Pathology results indicated that the most common type of malignant lesion was seminoma, and the most common benign tumor, accounting for nearly 50% of cases, was Leydig cell.
The strongest independent factors predicting malignancy were lesion size and testicular microlithiasis (β = 0.827, 2.627; P < .05).
For patients who underwent surgery, ultrasound surveillance had a sensitivity for diagnosing malignancy of 88.9% and a specificity of 87.5%.
"Our results show that the majority of small testicular lesions are likely benign," Dr. Li said. "Ultrasound surveillance may be an appropriate means of risk-stratifying patients with small testicular lesions."
These findings support the approach usually taken for smaller testicular lesions, according to oncologist Bruce Roth, MD, professor of medicine in the division of oncology at Washington University School of Medicine in St. Louis, Missouri.
"Overall, the tendency in testicular cancer has been toward more nonintervention and surveillance, so it would be a logical extension to suggest that lesions under 10 mm should be followed with ultrasound," said Dr. Roth.
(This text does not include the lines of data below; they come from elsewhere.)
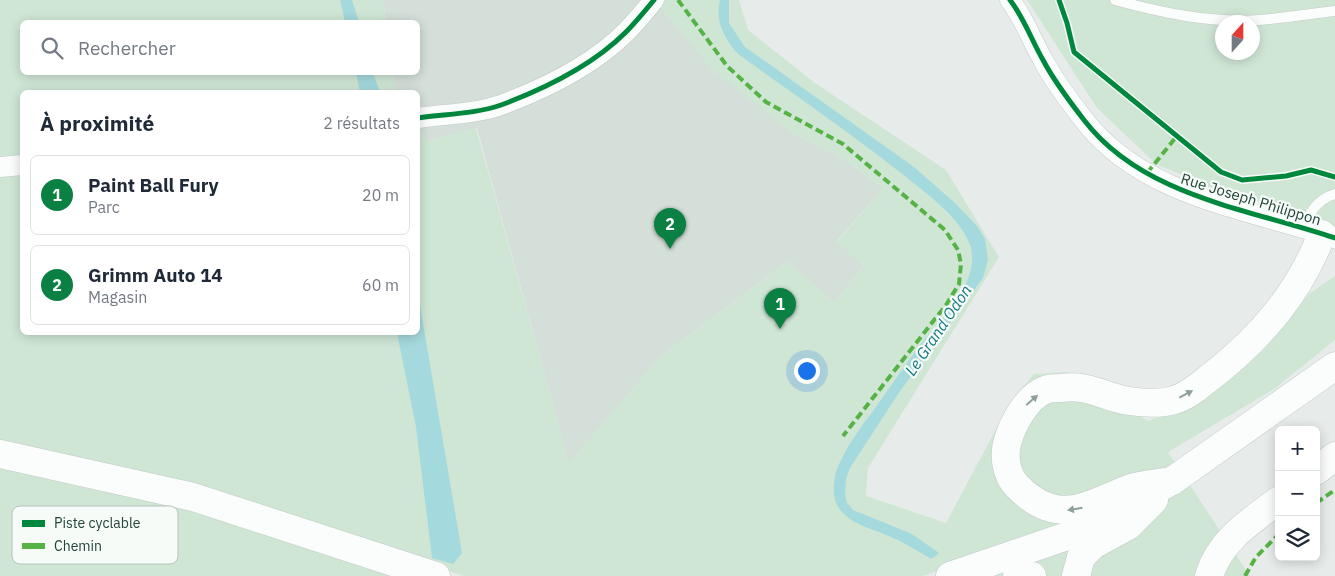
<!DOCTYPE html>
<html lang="fr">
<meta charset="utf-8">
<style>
body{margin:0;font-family:"IBM Plex Sans",sans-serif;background:#f6f6f7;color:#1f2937}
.controls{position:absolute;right:15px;bottom:15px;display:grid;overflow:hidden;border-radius:8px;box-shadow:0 2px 12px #0003}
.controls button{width:45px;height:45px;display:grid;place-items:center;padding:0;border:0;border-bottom:1px solid #e0e1e3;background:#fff;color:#1f2937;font:25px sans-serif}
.compass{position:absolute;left:1215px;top:15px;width:45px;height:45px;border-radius:50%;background:#fff;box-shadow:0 2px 12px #0003;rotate:21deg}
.you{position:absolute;left:806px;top:370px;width:18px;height:18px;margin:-12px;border:4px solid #fff;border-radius:50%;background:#1a73e8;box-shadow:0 0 0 8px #1a73e833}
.badge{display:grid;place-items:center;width:32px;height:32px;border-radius:50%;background:#0b8043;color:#fff;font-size:16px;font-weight:700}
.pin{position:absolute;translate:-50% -41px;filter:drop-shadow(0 1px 2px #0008)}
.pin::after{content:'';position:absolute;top:26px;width:18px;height:15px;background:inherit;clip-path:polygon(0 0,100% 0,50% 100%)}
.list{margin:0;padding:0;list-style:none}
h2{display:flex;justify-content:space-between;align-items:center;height:65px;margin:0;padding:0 20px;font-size:21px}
h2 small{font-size:16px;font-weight:400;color:#747a83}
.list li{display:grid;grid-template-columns:32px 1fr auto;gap:15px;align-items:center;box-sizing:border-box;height:80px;margin:0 10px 10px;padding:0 10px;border:1px solid #e0e1e3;border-radius:8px}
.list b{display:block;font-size:19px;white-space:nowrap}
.list p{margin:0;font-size:16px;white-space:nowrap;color:#747a83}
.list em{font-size:16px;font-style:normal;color:#747a83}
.icon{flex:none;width:28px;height:28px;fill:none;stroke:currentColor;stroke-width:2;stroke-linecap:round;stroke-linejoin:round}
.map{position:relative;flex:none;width:1335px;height:576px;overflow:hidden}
.search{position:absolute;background:#fff;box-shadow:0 2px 12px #0003;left:20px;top:20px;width:400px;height:55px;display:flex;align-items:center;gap:12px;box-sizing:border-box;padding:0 18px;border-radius:8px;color:#747a83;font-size:19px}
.panel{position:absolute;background:#fff;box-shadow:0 2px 12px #0003;left:20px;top:90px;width:400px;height:245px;border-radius:8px}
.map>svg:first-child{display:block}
</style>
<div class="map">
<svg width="1335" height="576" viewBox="0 0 1335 576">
<rect width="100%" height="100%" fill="#e7ecea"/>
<path fill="#d4dfd9" d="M383,0H654L794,134L837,154L883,188L837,241L864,266L834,303L787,262L661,356L569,463L477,128L427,141L420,131L418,132V92H396L393,73L418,72V22H386Z"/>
<g fill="#cfe6d5" fill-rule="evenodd">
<path d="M0,0H383L386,22H22V72L393,73L396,92H22V332H418V132L420,131L427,141L476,128L569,462L661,356L787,262L834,303L864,266L837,242L883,188L837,154L794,134L713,71L654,0H739L748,30L815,83L946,170L999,257L868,468L866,496L946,523L1011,401L1034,374L1066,372L1148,421L1182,408L1267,342L1310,293L1335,276V340L1274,389L1168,452L1250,576H965L952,566L923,576H464L393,552L415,576H0Z"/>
<path d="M1027,0H1335V226L1309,215L1224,193L1156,164L1097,108ZM1222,22H1252V52H1222Z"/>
</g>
<g fill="#a4d9dd">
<path d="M340,0H352L359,22H345Z"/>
<path d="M720,0H729V23L745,47L914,167L956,204L977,226L985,239L988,260L983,278L898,394L850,468L846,479L845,495L847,503L853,510L912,534L939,553L931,559C918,551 905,543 891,537C874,529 850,525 839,508C832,498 833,484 836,472C845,447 862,426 878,404C891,386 904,367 917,349C938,322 985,280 969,242C957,215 928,195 906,177C852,134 795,95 738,54C724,38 715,22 720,0Z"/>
<path d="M356,73H373L380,92H360Z"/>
<path d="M418,294L462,553L453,564L432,558L416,427L397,333L418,332Z"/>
</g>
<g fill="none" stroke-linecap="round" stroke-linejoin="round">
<g stroke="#c4c9c7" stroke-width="11">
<g id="service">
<path d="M1115,0C1162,13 1210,23 1259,20C1284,18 1310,14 1335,11"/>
<path d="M1303,227C1310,212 1318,199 1335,194"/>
</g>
</g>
<g stroke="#c4c9c7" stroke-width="21">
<g id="minor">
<path d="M1010,0C1024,18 1032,41 1043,60C1054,81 1070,102 1084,120C1143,197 1250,209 1335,238"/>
<path d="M418,118C445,114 475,114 501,105C544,89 593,65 626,32C636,22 645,11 654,0"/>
<path d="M0,167L22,165"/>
</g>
</g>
<g stroke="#c2cac7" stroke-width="29">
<g id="secondary">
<path d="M0,454L193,497L436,576"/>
<path d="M1316,471L1335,456"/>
<path d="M1172,481C1159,483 1143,484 1131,488C1087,505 1058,528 1017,486C1006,475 1003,455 1008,440C1013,423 1027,397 1045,390C1049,388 1055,388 1060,388C1091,384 1102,397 1129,401C1143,403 1161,404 1174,400C1189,396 1201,384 1213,375C1262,336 1299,293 1322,234"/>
<path d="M950,576L1073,534L1172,481L1335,366"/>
<path d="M1017,576H1032"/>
<path d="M1076,576L1081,557L1093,545L1128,526L1154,500"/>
<path d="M1209,576C1220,540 1251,521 1279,500"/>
</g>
</g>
<use href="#service" stroke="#fbfcfc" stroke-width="10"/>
<use href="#minor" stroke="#fbfcfc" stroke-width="20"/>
<use href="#secondary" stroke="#fbfcfc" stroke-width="28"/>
<g stroke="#55b346" stroke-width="4" stroke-dasharray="8 4" stroke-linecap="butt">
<path d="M678,0L727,66L766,102L843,144L945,230L958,250L961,264L959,284L946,305L843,436"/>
<path d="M1147,173L1177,136"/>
<path d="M1316,503L1335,490"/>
<path d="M1245,576L1256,557L1279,534"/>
</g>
<g stroke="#f6fbf8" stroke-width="8">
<g id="cycleway">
<path d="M1010,0C1024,18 1032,41 1043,60C1054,81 1070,102 1084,120C1143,197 1250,209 1335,238"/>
<path d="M1059,0L1067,23L1074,52L1221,172L1242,180L1286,176L1311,170L1335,177"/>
<path d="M418,118C445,114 475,114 501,105C544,89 593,65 626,32C636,22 645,11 654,0"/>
</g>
</g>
<use href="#cycleway" stroke="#00873e" stroke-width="5"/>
</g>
<defs><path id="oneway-solid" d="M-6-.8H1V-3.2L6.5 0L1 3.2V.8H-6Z" transform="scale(1.25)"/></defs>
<g fill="#8ea09a">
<use href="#oneway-solid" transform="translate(1186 394) rotate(-28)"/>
<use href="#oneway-solid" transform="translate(1032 400) rotate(-41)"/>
<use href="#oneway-solid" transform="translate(1075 509) rotate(171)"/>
</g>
<g text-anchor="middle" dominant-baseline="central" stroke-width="4.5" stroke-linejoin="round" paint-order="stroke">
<g font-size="15" fill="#214338" stroke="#f6fbf8">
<text transform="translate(1251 199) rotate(17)">Rue Joseph Philippon</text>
</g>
<g font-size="16" font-style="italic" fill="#157985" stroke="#f6fbf8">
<text transform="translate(938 330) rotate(-56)">Le Grand Odon</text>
</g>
</g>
<rect x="12" y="506" width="166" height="58" rx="8" fill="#f6fbf8" stroke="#b6c4be" stroke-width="1"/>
<rect x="22" y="520" width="23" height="7" fill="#00873e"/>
<rect x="22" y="543" width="23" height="6" fill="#55b346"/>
<g font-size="14" fill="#214338">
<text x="54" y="528">Piste cyclable</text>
<text x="54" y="551">Chemin</text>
</g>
</svg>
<div class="controls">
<button>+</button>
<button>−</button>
<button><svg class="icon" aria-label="layers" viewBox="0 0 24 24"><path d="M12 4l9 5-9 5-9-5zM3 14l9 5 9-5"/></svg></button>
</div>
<svg class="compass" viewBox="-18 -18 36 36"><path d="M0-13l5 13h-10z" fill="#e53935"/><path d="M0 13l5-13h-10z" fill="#747a83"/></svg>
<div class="you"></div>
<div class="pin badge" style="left:780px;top:329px">1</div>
<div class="pin badge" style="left:670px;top:249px">2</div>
<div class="search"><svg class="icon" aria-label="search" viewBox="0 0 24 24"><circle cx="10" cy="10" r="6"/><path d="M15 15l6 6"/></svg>Rechercher</div>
<section class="panel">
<h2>À proximité<small>2 résultats</small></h2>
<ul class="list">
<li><span class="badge">1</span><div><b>Paint Ball Fury</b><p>Parc</p></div><em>20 m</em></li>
<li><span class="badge">2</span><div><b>Grimm Auto 14</b><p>Magasin</p></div><em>60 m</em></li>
</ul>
</section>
</div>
But Dr. Roth, an official with the American Society of Clinical Oncology, noted that such patients might not be easily identified because they don't usually have symptoms.
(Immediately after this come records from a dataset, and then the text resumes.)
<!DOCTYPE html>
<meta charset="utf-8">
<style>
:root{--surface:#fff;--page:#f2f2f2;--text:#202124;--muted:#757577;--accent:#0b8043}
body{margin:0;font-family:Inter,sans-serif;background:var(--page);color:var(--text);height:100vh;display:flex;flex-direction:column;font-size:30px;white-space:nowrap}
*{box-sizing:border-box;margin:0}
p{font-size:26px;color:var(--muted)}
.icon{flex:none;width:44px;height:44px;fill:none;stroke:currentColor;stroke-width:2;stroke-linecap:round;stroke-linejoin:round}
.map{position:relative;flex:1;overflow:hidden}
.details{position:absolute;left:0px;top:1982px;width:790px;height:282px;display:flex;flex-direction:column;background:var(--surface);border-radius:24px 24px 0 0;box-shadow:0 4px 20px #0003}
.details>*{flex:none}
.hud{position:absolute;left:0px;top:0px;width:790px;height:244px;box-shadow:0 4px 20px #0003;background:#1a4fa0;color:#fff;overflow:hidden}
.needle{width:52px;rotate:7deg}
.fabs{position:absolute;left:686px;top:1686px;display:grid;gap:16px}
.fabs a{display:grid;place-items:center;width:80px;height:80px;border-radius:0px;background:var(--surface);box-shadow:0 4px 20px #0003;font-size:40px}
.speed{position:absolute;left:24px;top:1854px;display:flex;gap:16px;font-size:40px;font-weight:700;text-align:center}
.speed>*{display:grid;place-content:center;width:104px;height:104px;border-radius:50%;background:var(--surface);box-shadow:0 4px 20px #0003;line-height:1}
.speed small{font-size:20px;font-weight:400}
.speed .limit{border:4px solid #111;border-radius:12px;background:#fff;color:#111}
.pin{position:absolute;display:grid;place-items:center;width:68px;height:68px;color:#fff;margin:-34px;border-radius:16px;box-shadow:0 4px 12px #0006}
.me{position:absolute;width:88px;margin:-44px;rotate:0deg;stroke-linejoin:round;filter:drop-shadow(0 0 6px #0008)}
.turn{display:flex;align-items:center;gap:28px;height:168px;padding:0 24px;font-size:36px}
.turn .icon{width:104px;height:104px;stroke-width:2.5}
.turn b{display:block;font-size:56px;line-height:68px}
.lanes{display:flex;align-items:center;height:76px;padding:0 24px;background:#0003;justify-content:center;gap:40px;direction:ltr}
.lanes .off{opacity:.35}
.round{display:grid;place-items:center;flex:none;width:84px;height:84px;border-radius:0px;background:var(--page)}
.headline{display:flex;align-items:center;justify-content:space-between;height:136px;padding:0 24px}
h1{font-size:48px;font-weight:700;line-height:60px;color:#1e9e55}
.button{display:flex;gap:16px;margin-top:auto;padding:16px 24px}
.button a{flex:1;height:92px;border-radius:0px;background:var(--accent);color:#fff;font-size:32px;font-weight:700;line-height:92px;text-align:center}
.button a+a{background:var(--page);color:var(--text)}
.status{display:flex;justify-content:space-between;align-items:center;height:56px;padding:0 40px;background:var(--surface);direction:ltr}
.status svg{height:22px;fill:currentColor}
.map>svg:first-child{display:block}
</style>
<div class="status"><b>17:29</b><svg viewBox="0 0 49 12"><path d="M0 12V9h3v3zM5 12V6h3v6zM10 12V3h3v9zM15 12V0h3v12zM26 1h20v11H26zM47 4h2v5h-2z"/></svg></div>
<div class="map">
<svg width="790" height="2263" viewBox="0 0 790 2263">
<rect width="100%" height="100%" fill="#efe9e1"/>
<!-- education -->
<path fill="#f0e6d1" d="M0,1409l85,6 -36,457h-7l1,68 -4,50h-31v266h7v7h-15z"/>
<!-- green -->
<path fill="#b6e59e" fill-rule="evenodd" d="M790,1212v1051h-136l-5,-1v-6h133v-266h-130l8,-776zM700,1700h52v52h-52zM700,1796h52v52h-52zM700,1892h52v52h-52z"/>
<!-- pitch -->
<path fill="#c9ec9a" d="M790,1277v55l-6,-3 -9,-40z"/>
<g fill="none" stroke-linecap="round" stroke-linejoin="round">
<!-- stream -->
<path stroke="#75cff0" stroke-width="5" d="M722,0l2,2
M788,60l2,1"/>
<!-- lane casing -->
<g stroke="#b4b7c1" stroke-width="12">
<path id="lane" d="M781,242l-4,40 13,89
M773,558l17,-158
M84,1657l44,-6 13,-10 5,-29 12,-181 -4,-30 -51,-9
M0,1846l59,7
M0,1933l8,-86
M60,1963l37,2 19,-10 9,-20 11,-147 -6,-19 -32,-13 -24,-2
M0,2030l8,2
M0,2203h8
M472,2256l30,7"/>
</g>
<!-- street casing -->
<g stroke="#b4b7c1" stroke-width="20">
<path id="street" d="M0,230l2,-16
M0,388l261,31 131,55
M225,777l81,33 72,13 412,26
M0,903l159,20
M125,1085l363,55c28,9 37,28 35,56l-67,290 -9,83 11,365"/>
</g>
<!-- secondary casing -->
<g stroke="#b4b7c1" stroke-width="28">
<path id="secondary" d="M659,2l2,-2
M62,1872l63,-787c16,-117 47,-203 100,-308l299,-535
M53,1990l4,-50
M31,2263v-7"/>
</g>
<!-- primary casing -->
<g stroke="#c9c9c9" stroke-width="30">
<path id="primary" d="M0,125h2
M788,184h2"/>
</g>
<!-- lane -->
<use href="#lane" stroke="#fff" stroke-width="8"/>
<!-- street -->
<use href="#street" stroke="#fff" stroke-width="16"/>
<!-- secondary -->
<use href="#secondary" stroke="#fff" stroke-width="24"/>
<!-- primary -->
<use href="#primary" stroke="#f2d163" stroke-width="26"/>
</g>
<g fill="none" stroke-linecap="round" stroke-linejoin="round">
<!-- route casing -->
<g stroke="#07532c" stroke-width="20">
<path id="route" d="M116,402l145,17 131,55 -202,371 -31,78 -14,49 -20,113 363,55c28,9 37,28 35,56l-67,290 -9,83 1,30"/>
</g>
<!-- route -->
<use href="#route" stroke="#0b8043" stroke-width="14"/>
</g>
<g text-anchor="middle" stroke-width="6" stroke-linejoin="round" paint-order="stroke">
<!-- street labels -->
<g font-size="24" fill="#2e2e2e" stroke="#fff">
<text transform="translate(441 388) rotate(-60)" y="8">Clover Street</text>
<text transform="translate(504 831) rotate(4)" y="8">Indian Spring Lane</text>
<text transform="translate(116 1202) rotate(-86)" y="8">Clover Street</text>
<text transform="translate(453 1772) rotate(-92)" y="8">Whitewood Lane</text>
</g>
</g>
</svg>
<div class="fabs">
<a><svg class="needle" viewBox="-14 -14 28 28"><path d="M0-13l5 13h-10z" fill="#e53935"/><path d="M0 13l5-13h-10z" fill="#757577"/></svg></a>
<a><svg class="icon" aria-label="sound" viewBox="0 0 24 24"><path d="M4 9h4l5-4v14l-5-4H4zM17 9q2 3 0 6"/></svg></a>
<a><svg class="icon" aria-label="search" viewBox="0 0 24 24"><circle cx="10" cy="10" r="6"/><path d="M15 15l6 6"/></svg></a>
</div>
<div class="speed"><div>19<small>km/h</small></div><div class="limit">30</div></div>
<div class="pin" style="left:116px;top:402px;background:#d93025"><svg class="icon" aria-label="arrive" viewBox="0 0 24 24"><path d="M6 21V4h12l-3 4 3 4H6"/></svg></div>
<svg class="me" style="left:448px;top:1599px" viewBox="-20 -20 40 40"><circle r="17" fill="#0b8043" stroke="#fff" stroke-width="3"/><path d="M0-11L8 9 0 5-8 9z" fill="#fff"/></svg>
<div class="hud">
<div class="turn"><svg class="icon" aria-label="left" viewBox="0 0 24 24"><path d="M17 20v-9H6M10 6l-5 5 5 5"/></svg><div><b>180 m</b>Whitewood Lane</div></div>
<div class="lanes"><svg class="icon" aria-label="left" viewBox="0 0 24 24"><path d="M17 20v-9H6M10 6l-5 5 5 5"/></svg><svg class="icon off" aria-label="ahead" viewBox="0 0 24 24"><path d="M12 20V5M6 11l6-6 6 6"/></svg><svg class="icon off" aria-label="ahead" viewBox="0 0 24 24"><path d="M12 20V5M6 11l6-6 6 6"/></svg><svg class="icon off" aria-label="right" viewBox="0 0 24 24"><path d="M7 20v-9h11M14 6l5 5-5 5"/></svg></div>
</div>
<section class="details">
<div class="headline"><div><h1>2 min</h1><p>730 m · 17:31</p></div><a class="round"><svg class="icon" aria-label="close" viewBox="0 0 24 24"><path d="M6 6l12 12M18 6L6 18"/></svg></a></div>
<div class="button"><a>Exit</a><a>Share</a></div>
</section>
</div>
"I'm not sure how pertinent this is for a diagnosis of cancer because we don't usually see patients who have 5 mm lesions. In general, they are not symptomatic; those likely aren't patients who are going to have, for instance, testicular pain or firmness."
"A lesion of that size would typically only be picked up almost incidentally if the patient is worked up for another reason, either for trauma to the testicle or something else."
He added that the study doesn't explain why some patients underwent surgery and others didn't.
"It's worrisome that among the lesions that did go to surgery, 36% had a malignancy," Dr. Roth said. "It's not a random assignment here — there had to be something else about those cases that told surgeons to go look for a malignancy, as opposed to ones that were just followed with ultrasound."
Dr. Li and Dr. Roth have disclosed no relevant financial relationships.
American Institute of Ultrasound in Medicine (AIUM) 2012 Annual Convention: Abstract 1240358. Presented March 31, 2012.